P090 : NEXT-GENERATION SEQUENCING-BASED HLA TYPING OF SALIVA AND BLOOD SAMPLES FROM THE SAME DONORS PRODUCES CONCORDANT TYPING RESULTS

Abstract

Aim We present the results of next-generation sequencing (NGS) based HLA typing, using paired blood and saliva samples to demonstrate that typing results are independent of tissue source. We show that NGS reads from whole-genome sequencing (WGS) reads are also suitable for HLA typing, similarly to reads produced by well-targeted HLA kits albeit with lower precision. Methods Both saliva and blood samples were collected from two families. All samples were sequenced by both WGS and using a specific kit targeting the HLA-A, B, C and HLA-DRB1, -DQB1 genes. Reads obtained from the WGS kit were filtered for reads aligning to the IMGT/HLA database, and this subset was used as an input for the HLA typing algorithms. Two typing approaches were used, the first is based on read coverage statistics, the second method is building a consensus sequence that can be searched in the IMGT/HLA database.
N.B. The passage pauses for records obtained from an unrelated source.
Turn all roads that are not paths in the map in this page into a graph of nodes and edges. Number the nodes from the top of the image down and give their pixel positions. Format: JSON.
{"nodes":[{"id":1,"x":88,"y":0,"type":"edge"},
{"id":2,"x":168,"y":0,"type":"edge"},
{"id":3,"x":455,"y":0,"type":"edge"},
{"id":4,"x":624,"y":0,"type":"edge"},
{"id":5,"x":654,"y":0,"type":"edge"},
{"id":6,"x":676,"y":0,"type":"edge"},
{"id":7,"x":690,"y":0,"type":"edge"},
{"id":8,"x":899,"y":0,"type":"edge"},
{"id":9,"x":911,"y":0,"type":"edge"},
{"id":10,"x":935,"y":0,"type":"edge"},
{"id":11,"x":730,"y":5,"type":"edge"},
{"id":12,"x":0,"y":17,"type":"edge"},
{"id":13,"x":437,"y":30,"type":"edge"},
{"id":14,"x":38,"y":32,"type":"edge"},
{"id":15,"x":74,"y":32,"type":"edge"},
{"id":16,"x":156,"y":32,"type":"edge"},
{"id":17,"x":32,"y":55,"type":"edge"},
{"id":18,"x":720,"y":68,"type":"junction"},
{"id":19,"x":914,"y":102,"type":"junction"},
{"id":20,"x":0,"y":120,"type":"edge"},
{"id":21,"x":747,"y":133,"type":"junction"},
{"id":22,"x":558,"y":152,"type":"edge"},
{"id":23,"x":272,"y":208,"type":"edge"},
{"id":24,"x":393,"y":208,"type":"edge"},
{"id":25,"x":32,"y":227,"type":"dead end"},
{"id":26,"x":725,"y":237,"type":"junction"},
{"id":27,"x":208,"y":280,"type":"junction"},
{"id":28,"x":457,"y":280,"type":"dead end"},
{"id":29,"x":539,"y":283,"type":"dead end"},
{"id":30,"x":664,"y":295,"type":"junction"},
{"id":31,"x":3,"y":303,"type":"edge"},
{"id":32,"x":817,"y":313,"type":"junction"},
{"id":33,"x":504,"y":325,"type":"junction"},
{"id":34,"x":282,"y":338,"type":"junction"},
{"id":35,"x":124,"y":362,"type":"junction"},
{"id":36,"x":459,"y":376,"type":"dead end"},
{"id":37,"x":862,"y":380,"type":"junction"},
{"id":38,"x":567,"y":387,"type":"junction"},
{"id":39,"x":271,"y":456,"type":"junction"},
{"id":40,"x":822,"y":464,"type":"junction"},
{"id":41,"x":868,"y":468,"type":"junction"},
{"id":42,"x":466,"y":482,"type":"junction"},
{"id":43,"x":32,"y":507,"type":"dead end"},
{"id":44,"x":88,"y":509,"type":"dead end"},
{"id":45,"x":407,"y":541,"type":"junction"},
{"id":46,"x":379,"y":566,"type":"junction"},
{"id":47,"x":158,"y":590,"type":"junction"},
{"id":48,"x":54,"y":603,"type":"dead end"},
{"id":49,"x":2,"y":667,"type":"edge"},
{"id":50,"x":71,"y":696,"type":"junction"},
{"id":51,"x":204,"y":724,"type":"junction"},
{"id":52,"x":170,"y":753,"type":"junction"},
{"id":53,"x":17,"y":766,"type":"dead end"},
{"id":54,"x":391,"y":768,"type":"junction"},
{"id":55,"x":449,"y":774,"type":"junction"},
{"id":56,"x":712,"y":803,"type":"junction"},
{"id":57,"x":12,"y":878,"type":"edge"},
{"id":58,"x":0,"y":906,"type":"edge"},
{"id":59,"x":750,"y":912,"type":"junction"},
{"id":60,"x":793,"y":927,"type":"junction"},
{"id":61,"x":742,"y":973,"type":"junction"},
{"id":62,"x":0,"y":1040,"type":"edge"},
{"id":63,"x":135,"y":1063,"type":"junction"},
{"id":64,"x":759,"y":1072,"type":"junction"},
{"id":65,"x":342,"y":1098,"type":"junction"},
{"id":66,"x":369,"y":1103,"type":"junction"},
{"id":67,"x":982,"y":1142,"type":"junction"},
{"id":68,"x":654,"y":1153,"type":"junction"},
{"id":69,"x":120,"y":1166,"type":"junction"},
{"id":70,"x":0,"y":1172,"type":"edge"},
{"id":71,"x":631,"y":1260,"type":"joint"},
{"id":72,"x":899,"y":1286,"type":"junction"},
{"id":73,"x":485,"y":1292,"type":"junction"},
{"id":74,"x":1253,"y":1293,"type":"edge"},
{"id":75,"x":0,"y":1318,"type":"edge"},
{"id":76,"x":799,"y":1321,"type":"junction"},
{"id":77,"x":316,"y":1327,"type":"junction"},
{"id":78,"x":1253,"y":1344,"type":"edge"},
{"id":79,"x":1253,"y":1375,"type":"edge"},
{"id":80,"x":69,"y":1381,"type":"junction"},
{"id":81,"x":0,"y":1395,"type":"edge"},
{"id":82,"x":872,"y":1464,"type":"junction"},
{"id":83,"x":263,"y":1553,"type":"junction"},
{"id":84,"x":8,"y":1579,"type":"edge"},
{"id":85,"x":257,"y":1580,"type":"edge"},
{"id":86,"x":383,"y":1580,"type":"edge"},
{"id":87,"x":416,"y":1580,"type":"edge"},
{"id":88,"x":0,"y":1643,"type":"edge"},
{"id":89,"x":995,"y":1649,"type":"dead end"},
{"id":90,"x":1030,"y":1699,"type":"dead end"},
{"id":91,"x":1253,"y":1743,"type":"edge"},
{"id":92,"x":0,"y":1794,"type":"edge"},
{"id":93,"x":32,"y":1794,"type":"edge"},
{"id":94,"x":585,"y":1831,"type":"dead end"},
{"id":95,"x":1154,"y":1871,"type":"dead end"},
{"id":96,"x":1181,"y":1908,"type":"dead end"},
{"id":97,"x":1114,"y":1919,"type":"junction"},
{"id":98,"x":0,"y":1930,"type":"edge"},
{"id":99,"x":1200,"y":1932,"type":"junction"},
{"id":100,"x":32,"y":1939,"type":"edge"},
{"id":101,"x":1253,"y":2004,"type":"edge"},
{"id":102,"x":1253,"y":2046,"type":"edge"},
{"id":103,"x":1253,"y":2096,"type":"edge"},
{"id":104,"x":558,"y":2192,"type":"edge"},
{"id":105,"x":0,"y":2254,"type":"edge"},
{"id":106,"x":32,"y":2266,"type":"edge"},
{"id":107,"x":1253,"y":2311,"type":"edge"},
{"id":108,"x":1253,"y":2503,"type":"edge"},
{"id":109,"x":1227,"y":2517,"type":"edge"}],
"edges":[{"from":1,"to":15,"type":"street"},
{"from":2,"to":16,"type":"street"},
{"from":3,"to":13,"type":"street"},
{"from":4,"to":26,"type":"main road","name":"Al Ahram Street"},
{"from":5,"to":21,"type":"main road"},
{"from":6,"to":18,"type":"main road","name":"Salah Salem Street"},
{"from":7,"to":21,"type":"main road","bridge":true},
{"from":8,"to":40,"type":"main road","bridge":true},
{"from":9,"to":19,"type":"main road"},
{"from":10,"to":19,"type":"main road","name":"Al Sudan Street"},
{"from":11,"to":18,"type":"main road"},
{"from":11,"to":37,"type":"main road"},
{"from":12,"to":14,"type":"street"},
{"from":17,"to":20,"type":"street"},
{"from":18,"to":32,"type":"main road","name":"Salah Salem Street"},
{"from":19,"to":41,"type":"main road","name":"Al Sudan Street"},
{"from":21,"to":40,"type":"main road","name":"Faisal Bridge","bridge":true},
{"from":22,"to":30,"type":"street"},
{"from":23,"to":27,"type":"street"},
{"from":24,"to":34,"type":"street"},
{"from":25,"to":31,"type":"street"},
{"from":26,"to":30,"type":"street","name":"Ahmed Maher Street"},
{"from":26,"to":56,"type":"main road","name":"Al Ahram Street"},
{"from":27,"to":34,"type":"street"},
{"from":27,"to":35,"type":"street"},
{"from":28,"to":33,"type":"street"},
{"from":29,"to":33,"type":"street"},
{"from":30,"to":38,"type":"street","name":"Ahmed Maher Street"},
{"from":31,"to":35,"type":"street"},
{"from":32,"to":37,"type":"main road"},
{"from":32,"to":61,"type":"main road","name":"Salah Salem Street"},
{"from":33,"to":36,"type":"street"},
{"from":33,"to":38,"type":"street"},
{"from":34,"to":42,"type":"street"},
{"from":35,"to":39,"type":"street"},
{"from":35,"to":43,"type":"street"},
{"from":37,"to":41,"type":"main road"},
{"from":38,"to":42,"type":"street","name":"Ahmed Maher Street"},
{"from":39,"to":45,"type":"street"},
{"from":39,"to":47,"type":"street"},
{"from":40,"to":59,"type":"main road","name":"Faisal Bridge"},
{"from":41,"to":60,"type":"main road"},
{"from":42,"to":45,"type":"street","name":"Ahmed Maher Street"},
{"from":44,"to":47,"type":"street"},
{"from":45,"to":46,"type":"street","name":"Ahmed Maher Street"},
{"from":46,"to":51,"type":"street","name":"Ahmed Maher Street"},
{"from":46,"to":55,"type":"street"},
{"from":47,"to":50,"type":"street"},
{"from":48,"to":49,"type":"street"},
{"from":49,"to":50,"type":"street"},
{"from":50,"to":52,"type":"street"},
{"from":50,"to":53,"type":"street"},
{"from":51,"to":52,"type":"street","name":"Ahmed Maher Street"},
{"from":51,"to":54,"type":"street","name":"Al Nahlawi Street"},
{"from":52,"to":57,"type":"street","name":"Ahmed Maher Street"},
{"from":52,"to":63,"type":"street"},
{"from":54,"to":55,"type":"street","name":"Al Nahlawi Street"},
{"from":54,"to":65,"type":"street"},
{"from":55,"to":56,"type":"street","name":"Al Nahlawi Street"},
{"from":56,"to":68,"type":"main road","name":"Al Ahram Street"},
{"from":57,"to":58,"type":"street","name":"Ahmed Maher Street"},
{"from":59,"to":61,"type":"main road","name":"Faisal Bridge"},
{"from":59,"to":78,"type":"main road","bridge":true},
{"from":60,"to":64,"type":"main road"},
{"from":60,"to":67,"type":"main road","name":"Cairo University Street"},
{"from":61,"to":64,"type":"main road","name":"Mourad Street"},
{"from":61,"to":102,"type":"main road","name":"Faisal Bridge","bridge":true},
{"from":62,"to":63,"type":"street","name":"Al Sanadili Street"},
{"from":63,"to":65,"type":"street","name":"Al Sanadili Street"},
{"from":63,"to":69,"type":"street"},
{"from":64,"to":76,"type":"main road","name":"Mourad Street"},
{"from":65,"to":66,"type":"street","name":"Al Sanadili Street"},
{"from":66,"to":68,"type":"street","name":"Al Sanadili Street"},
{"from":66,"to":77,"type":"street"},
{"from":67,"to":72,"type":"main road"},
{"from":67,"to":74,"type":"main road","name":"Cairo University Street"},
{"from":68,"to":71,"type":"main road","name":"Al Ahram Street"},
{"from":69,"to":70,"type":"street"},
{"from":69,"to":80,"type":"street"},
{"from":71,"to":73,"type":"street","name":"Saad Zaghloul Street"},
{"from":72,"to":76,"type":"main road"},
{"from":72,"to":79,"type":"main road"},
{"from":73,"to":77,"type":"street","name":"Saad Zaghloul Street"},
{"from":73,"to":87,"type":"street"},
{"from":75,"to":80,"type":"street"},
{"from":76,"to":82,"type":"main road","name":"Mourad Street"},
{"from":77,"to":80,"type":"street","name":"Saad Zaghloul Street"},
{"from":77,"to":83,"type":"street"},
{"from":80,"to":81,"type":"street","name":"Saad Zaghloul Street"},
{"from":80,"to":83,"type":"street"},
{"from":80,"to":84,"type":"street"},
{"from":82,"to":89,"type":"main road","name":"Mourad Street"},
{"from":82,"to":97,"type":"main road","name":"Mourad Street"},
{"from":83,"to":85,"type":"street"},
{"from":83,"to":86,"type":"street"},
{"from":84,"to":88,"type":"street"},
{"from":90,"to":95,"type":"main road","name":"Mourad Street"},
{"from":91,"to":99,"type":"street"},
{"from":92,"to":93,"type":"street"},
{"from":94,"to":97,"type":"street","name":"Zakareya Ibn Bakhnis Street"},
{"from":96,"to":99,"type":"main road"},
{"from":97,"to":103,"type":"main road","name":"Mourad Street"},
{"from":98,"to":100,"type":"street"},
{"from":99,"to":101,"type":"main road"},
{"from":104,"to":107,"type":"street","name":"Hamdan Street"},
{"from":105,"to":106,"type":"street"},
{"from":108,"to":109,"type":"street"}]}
Results There was no significant difference in precision and accuracy between the results of blood and saliva samples. The choice of sequencing method had a much greater effect on precision. The different typing algorithms produced similar results, the most visible difference being the number of ambiguities reported. The two sequencing approaches gave nearly identical results, however the precision of typing obtained from WGS reads is lower due to a lower number of reads suitable for HLA typing. Nevertheless, four digit typing was possible in most cases. Targeting of HLA genes allowed 8 digit precision in some samples and ambiguity was lower for both typing algorithms. Targeted sequencing makes it possible to resolve phase ambiguities and detect novel alleles, however WGS was able to provide information about other genes present in IMGT/HLA (MICA, MICB TAP1, TAP2 etc.). Conclusion HLA typing results from blood and saliva samples are indistinguishable. The number and quality of reads obtained by WGS and targeted sequencing are significantly different. The quality control measures built-in the typing algorithm provide valuable threshold values for different statistics to reduce ambiguities. WGS with 30–40× average coverage is not suitable for high precision HLA typing – a targeted kit should be used to get 6 or 8 digit results – but the WGS approach can gather information about wider range of genes in the IMGT/HLA database.